Queensland leads housing finance growth
The latest housing finance figures show the continued rise of first-time owner-occupier buyers, led by Queensland borrowers.
CoreLogic’s head of research, Eliza Owen, said the volume of finance secured for the purchase of property experienced a strong rebound in the September quarter, following the initial shock to demand for housing in the first two months of the June quarter.
The latest ABS housing finance data showed the volume of finance lent for the purchase of property increased by 5.9 per cent in the month of September, taking the quarterly increase to 20.0 per cent, the highest quarterly growth rate on record.
This follows a 10.9 per cent contraction in housing finance through the June quarter, when strict social distancing restrictions, such as a ban on open home inspections and onsite auctions, resulted in a sharp drop in transactions.
Further, housing finance for the purchase of property totalled $62.7 billion in the September quarter – the highest level since the March 2018 quarter, and just 6.6 per cent below the peak of the lending series in the three months to May 2017.
“The uptick is a result of eased social distancing restrictions across the country, which have coincided with historically accommodative monetary policy, which sees mortgage rates at a record low,” Ms Owen said.
Of the states and territories, Queensland accounted for most of the increase in lending for the purchase of property. The value of housing finance commitments (excluding refinancing) increased by 40.2 per cent in Queensland over the September quarter, accounting for around 31 per cent of the uplift in finance nationally.
This was followed by NSW, which contributed 30 per cent to the uplift nationally, as the state saw a 16.7 per cent increase.

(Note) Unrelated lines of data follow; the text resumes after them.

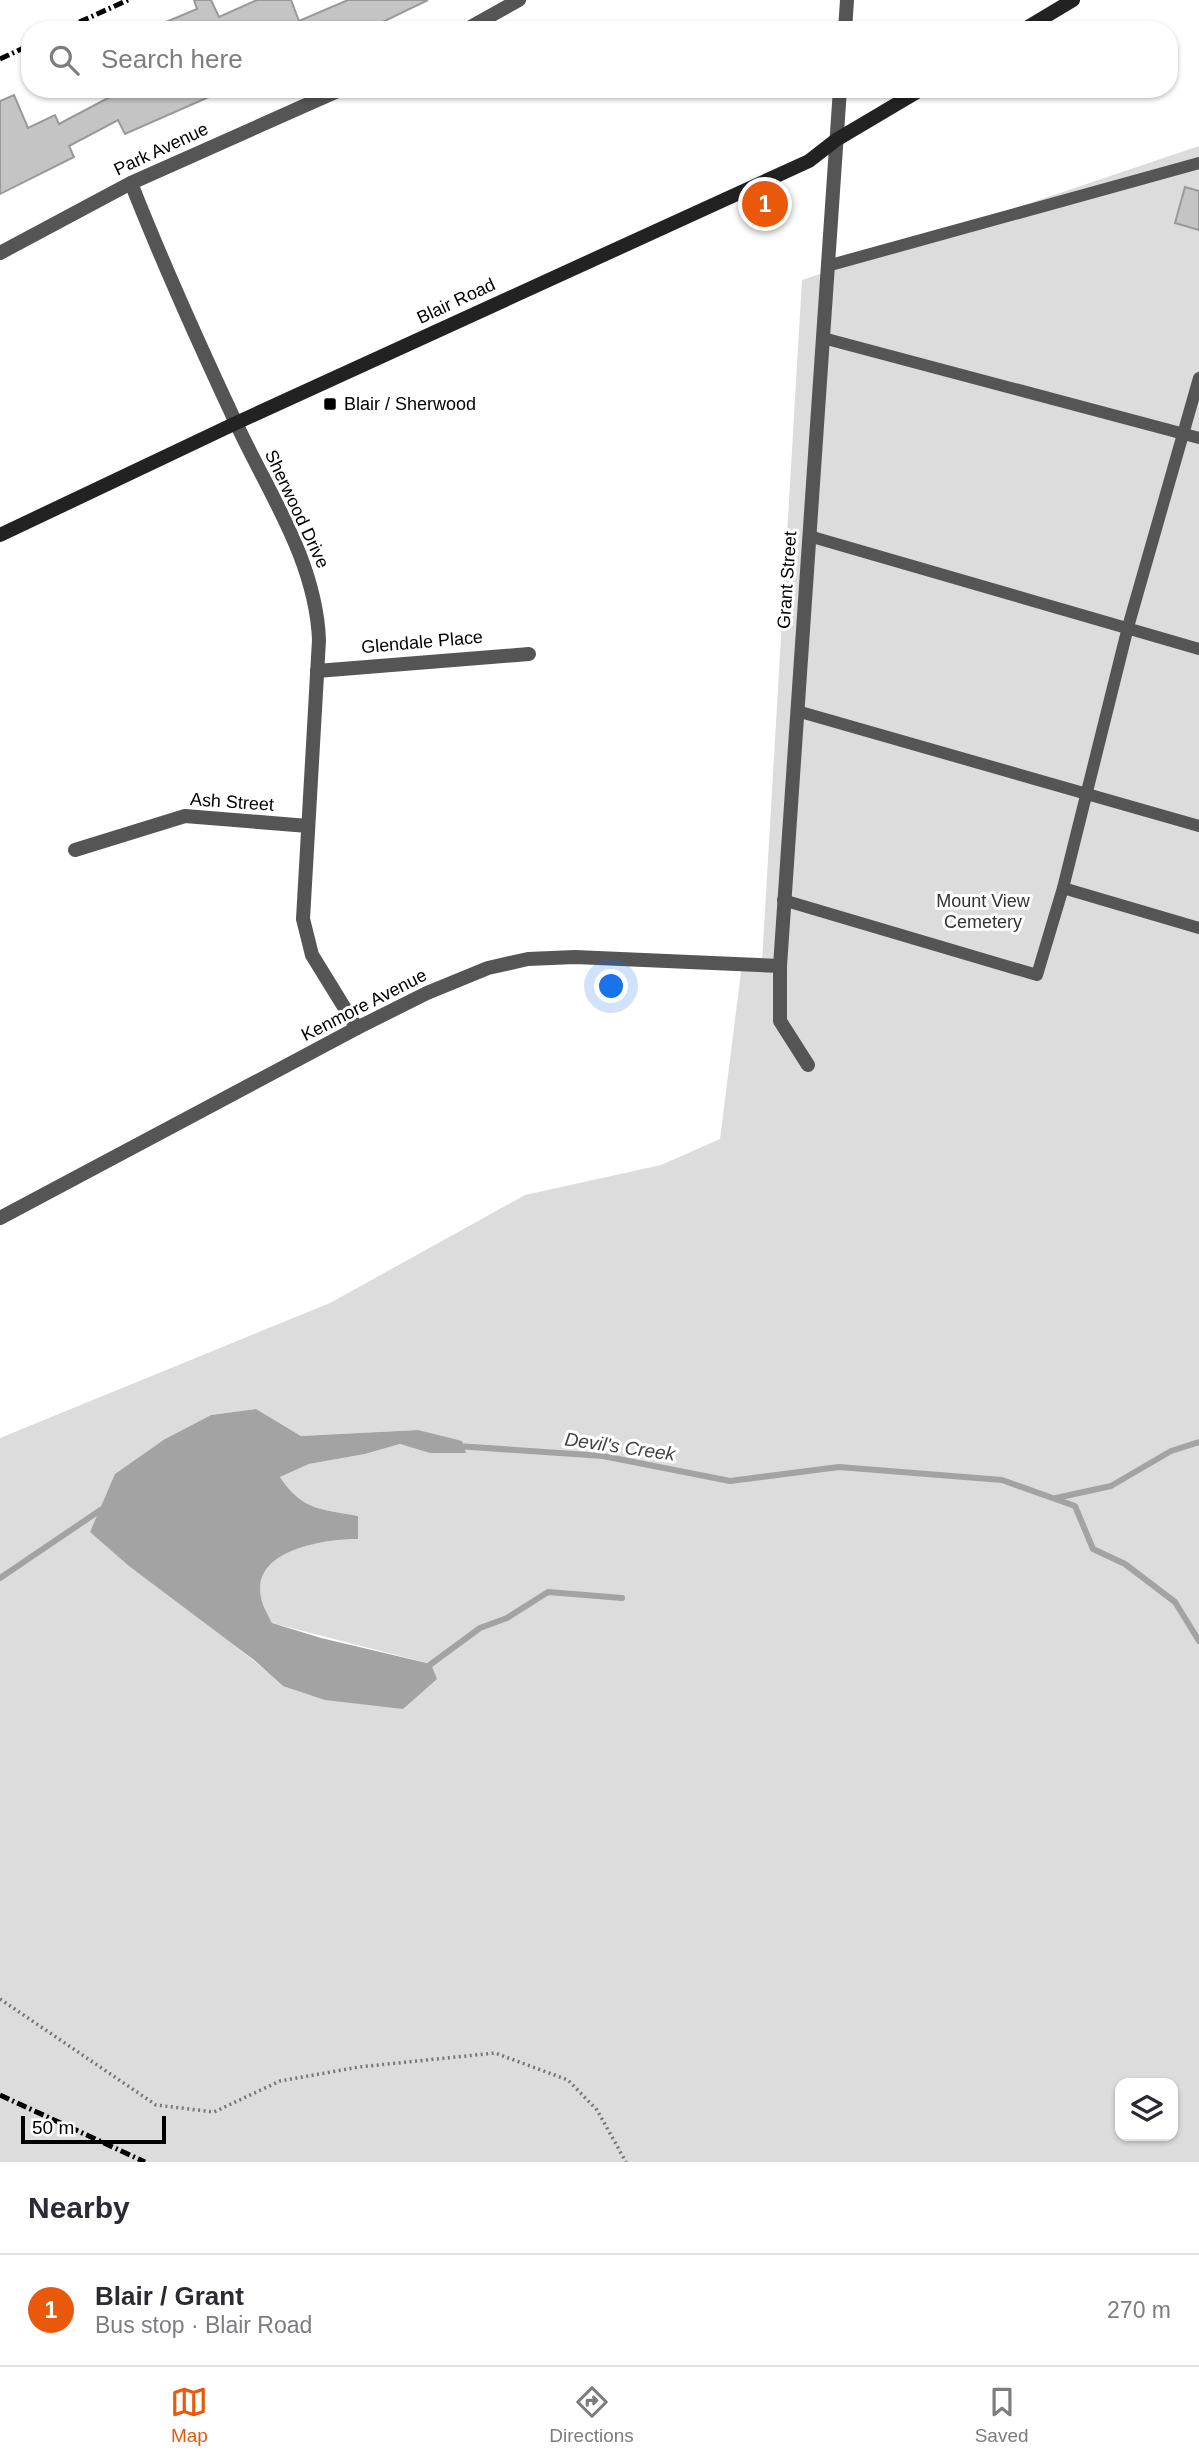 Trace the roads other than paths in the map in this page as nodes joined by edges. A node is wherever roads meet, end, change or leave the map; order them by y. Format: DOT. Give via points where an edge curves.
graph roads {
  1 [pos="519,0"];
  2 [pos="847,0"];
  3 [pos="1073,0"];
  4 [pos="481,21"];
  5 [pos="846,21"];
  6 [pos="1038,21"];
  7 [pos="322,98"];
  8 [pos="839,98"];
  9 [pos="907,98"];
  10 [pos="836,139"];
  11 [pos="1199,163"];
  12 [pos="131,183"];
  13 [pos="0,253"];
  14 [pos="827,266"];
  15 [pos="823,338"];
  16 [pos="1199,378"];
  17 [pos="236,423"];
  18 [pos="1183,433"];
  19 [pos="1199,438"];
  20 [pos="0,536"];
  21 [pos="809,536"];
  22 [pos="1128,627"];
  23 [pos="1199,649"];
  24 [pos="529,654"];
  25 [pos="317,671"];
  26 [pos="797,711"];
  27 [pos="1086,795"];
  28 [pos="308,826"];
  29 [pos="1199,826"];
  30 [pos="75,850"];
  31 [pos="1063,888"];
  32 [pos="783,900"];
  33 [pos="1199,928"];
  34 [pos="780,967"];
  35 [pos="357,1028"];
  36 [pos="808,1065"];
  37 [pos="0,1218"];
  1 -- 4 [label="street"];
  2 -- 5 [label="street"];
  3 -- 6 [label="street"];
  7 -- 12 [label="street, Park Avenue"];
  8 -- 10 [label="street, Grant Street"];
  9 -- 10 [label="street, Blair Road"];
  10 -- 14 [label="street, Grant Street"];
  10 -- 17 [label="street, Blair Road" via="809,161"];
  11 -- 14 [label="lane"];
  12 -- 13 [label="street, Park Avenue"];
  12 -- 17 [label="street, Sherwood Drive"];
  14 -- 15 [label="street, Grant Street"];
  15 -- 18 [label="lane"];
  15 -- 21 [label="street, Grant Street"];
  16 -- 18 [label="lane"];
  17 -- 20 [label="street, Blair Road"];
  17 -- 25 [label="street, Sherwood Drive" via="303,560 318,610"];
  18 -- 19 [label="lane"];
  18 -- 22 [label="lane"];
  21 -- 22 [label="lane"];
  21 -- 26 [label="street, Grant Street"];
  22 -- 23 [label="lane"];
  22 -- 27 [label="lane"];
  24 -- 25 [label="street, Glendale Place"];
  25 -- 28 [label="street, Sherwood Drive"];
  26 -- 27 [label="lane"];
  26 -- 32 [label="street, Grant Street"];
  27 -- 29 [label="lane"];
  27 -- 31 [label="lane"];
  28 -- 30 [label="street, Ash Street" via="186,816"];
  28 -- 35 [label="street, Sherwood Drive" via="303,919 312,955"];
  31 -- 32 [label="lane" via="1037,975"];
  31 -- 33 [label="lane"];
  32 -- 34 [label="street, Grant Street"];
  34 -- 35 [label="street, Kenmore Avenue" via="528,959 488,968"];
  34 -- 36 [label="street, Grant Street" via="780,1021"];
  35 -- 37 [label="street, Kenmore Avenue"];
}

Meanwhile, Western Australia saw the largest increase in housing finance for the purchase of property over the September quarter, rising over 55 per cent. “This further supports the view that the WA and Perth dwelling markets are resuming an upswing following the disruption of COVID-19,” according to Ms Owen.
Victoria also followed the upward trend despite extended restrictions on the transaction of property for much of the quarter, with a 4 per cent uplift in the value of finance for the purchase of property, which was entirely fuelled by owner-occupier purchases. However, finance secured for the purpose of investment property purchase fell by -4.3 per cent across the state in September.
“As with the strong bounce-back in many economic indicators over the September quarter, eased social distancing led to a rise in consumer sentiment and an increase in sales and listings volumes,” Ms Owen highlighted.
CoreLogic estimates that sales volumes increased around 27.7 per cent in the quarter, despite renewed restrictions across Victoria.
Owner-occupier market
An increase in secured finance (excluding refinancing) to owner-occupiers accounted for 85.6 per cent of the uplift in money lent for the purchase of housing in the September quarter.
The owner-occupier first home buyer cohort had the highest rate of growth in secured finance, at 24.4 per cent in the quarter. This compares with an uplift of 23.1 per cent for changeover owner-occupiers and an 11.3 per cent rise in investors.
According to Ms Owen: “It is worth making the distinction that while first home buyers had the fastest growth in lending over the quarter, the majority of secured finance (53.1 per cent) still went to ‘changeover’ owner-occupier buyers, such as upsizers and downsizers.”
While investors have been retreating from the housing market since a national downturn in 2017, FHB participation continues to rise, exacerbated only by COVID-19 and the government stimulus that came with it.
Come next year, FHB purchases may be limited as temporary grants and concessions wind down and house prices rise off the back of low mortgage rate settings.
“In contrast, we could see a lift in investor participation as prospects for capital gains solidify, providing a further incentive for investors, along with more properties returning a positive cash flow, thanks to such extremely low interest rates.”
Moving forward, CoreLogic estimates lending for the purchase of property will continue to remain elevated due to loose monetary policy.
However, the steep increases in finance seen in recent months are unlikely to maintain such a strong trajectory, and quarterly growth rates in housing finance volumes are likely to slow as pent-up demand runs out of steam.